Dunque non sarebbe sensato affrontare una riforma dell’istruzione senza tenere in debito conto anche le esigenze materiali dei diretti protagonisti, cioè i docenti (tutti: dalla scuola dell’infanzia fino ai corsi post-dottorato), il personale ausiliario, i ricercatori e in generale coloro che, a vario titolo, ne sono coinvolti.

D’altro canto non mi sembra giusto che una riforma su materie così sensibili venga imposta dall’alto esclusivamente per questioni di bilancio statale; parimenti, l’opposizione ad essa non dovrebbe essere monopolizzata da rivendicazioni sindacali, da posti di lavoro da conservare o stipendi da garantire. Metter mano al sistema d’istruzione è ragionevole e legittimo solo a partire da un serio dibattito sulle strategie più efficaci da applicare e in vista di una pianificazione educativa ben ponderata.

Talvolta si ha invece l’impressione che tanto le proposte di riforma quanto il loro rifiuto siano guidati piuttosto da scelte di natura economica o da posizioni ideologiche che da un progetto pedagogico-didattico ponderato e, per quanto possibile, condiviso.

Gli unici che sembrano davvero interessati alle questioni essenziali, che andrebbero dibattute con serietà nelle sedi competenti, sono invece le persone comuni. Come durante i mondiali di calcio tutti gli italiani diventano provetti CT e vogliono dispensare indicazioni prescrittive sulle tattiche da adottare nella partita seguente, così adesso tutti gli italiani sono diventati maestri e pedagogisti di consumata esperienza, e pretendono di delineare il futuro dell’istruzione nazionale. Sarebbe invece importante che i professionisti dell’educazione e della ricerca, abbandonando ogni pregiudizio ideologico, si mettessero a tavolino, cercando insieme la migliore via d’uscita all’attuale situazione di crisi. Discutendo non solo di tagli alla spesa e di fondi stanziati o di diritti da garantire, ma anche di educazione, di cultura, di efficacia didattica, di qualità dell’insegnamento e della ricerca e via discorrendo.

Fare dell’istruzione il luogo privilegiato di battaglie ideologiche è infatti pericolosissimo. Perché in tal modo, nelle more del contenzioso, si rischia di trascurare l’elemento essenziale, e cioè che la trasmissione del sapere alle nuove generazioni si fa sempre più problematica. È triste constatare che la riforma della scuola sembra trasformarsi da “cantiere aperto” in cui tutti collaborano alla costruzione di qualcosa di nuovo, a “pozza stagnante”, dove girano inutilmente sempre le stesse acque.

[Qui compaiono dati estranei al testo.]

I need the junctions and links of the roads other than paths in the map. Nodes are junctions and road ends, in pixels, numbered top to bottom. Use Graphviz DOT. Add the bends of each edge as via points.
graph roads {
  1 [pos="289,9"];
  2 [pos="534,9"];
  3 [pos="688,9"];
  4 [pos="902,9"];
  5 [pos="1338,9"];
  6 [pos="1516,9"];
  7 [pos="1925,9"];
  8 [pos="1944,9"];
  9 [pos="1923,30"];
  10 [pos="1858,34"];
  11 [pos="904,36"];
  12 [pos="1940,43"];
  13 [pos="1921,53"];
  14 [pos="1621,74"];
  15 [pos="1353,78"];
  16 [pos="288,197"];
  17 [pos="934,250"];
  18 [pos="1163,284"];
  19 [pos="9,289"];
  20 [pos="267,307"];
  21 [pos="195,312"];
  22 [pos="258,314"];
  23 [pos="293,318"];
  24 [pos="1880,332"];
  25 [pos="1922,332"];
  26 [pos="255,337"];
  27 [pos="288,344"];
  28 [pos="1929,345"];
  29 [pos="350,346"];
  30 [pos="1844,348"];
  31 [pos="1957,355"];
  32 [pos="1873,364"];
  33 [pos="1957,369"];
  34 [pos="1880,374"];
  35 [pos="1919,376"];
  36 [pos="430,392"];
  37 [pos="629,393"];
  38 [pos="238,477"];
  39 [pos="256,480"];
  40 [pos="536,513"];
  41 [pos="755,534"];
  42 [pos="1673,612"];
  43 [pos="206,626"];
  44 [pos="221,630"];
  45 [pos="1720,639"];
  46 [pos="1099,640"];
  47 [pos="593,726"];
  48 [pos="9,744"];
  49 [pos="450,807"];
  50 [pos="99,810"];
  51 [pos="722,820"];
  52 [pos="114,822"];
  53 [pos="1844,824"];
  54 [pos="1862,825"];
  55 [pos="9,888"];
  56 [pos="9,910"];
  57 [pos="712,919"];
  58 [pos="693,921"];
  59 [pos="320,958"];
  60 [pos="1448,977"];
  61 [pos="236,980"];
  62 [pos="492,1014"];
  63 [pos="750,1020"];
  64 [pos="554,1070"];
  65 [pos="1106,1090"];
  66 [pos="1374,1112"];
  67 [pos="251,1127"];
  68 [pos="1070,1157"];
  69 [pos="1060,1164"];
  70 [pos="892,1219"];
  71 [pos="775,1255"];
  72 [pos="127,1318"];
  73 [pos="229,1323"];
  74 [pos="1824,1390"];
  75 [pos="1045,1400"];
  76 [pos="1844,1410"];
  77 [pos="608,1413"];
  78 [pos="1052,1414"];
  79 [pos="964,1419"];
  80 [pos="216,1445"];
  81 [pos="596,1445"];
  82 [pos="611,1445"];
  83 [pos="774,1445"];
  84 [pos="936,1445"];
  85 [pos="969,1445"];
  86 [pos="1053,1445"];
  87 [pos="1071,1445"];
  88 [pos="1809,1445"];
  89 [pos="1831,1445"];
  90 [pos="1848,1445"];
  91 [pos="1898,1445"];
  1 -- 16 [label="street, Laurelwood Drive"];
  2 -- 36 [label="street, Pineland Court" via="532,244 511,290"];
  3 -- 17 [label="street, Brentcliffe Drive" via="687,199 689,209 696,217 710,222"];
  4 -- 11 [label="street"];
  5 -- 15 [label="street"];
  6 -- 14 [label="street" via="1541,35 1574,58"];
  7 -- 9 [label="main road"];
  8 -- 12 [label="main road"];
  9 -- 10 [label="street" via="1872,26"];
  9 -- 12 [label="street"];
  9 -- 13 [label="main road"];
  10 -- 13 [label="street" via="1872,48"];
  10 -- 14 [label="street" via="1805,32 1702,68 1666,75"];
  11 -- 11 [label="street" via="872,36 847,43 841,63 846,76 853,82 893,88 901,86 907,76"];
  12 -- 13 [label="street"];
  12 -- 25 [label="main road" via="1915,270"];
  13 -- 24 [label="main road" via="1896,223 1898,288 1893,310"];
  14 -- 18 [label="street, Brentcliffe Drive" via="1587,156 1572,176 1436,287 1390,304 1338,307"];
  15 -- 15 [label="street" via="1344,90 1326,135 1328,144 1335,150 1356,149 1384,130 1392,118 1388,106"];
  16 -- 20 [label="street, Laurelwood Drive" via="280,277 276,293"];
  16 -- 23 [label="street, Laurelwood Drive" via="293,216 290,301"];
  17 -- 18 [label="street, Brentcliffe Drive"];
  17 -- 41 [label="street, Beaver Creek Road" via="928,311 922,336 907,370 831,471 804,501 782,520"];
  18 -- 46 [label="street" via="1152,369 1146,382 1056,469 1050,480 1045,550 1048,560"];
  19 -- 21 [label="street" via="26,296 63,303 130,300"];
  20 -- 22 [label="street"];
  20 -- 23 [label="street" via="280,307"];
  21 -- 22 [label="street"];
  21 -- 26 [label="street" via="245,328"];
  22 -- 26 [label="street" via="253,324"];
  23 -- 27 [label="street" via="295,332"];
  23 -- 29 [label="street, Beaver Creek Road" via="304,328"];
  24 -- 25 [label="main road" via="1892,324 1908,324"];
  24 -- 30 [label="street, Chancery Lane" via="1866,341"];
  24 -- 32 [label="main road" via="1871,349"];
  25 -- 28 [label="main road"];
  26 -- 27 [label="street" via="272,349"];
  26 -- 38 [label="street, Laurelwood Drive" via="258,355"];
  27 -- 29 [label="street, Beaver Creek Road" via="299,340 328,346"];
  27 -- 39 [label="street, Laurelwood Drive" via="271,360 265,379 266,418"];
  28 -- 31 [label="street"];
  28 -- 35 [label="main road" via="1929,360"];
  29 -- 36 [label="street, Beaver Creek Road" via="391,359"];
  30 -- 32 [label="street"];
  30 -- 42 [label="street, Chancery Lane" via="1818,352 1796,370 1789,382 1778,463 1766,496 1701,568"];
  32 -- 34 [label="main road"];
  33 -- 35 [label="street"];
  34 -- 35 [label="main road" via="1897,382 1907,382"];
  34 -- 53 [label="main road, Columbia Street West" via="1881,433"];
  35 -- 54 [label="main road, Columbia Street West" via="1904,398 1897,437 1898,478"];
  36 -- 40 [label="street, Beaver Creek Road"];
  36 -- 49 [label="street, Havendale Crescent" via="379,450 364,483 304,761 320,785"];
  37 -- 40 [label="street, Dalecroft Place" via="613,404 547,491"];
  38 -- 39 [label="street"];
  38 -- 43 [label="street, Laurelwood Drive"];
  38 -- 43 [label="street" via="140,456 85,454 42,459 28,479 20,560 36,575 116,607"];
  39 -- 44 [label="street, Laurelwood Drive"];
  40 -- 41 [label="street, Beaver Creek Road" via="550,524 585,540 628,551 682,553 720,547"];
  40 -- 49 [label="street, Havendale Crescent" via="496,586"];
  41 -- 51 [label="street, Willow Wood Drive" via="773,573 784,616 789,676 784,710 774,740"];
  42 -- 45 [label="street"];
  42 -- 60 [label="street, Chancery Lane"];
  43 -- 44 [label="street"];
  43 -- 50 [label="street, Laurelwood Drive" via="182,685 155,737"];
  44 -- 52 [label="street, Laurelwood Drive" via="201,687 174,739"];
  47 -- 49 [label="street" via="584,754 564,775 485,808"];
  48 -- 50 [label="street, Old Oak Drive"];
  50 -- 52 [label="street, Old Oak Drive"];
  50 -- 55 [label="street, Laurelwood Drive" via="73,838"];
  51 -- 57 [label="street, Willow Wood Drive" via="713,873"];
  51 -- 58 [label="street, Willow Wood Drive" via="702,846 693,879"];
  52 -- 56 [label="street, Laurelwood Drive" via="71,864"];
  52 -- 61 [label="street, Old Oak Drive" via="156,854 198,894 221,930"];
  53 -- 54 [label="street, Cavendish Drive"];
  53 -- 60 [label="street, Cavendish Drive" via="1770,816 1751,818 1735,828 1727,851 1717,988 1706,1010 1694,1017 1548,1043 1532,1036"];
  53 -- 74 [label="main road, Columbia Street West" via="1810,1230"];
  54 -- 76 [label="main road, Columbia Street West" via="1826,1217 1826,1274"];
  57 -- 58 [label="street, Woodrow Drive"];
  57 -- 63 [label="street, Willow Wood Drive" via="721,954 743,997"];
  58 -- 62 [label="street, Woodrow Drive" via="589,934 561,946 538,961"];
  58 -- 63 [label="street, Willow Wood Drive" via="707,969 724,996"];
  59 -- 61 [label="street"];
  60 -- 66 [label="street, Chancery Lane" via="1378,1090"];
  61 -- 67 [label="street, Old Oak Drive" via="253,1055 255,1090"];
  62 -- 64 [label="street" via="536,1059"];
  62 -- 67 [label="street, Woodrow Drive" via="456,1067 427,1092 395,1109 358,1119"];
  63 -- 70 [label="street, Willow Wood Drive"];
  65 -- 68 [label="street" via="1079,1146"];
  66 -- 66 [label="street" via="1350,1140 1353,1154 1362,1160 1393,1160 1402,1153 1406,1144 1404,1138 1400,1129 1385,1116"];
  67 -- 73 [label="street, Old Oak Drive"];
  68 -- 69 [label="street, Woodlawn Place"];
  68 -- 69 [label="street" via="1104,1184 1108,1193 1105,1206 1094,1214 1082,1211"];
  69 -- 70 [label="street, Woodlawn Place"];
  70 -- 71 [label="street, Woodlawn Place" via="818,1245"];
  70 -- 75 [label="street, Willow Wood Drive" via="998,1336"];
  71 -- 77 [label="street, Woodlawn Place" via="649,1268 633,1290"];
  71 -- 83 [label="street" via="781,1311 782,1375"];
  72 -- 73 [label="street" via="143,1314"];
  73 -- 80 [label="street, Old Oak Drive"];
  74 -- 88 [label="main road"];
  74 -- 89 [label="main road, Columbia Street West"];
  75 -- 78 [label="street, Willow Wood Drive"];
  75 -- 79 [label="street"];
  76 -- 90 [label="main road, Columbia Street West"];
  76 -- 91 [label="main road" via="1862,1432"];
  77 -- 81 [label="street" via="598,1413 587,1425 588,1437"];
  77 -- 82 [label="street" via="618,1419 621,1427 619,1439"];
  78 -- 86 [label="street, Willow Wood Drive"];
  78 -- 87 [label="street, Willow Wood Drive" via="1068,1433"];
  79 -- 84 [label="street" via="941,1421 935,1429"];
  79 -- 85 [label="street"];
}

La storia insegna che di norma anche i nemici mortali si coalizzano, magari temporaneamente, di fronte ad una minaccia maggiore. Bisognerebbe ricordarsene. Un’alleanza educativa, anche solo strategica, sarebbe oggi urgente e preziosa. «Compiano tutti uno sforzo per evitare contrapposizioni pericolose. Mostrino tutti senso della misura e realismo nell’affrontare anche le questioni più spinose», ha detto il presidente Napolitano nel discorso di apertura dell’anno scolastico (29 settembre scorso).

E se il Papa ha lanciato il grido di allarme dell’«emergenza educativa» (in maniera autorevole ed insistente), se la Chiesa italiana se ne fa quotidianamente eco, non è certo per fare la Cassandra di turno, ma per riportare l’attenzione di tutti sull’essenziale. In fondo – questa era l’ipotesi più felice – la consapevolezza che la scuola rimane una funzione chiave per lo sviluppo della società è ancora largamente diffusa. E, grazie a Dio, non mancano le persone che lavorano ancora per la scuola e nella scuola con intima convinzione e sincera buona volontà. Su questo bisognerebbe far leva, in vista del bene comune. Dalla prossima volta ne parleremo, presentando alcune iniziative di elevato valore educativo presenti nelle scuole di Roma.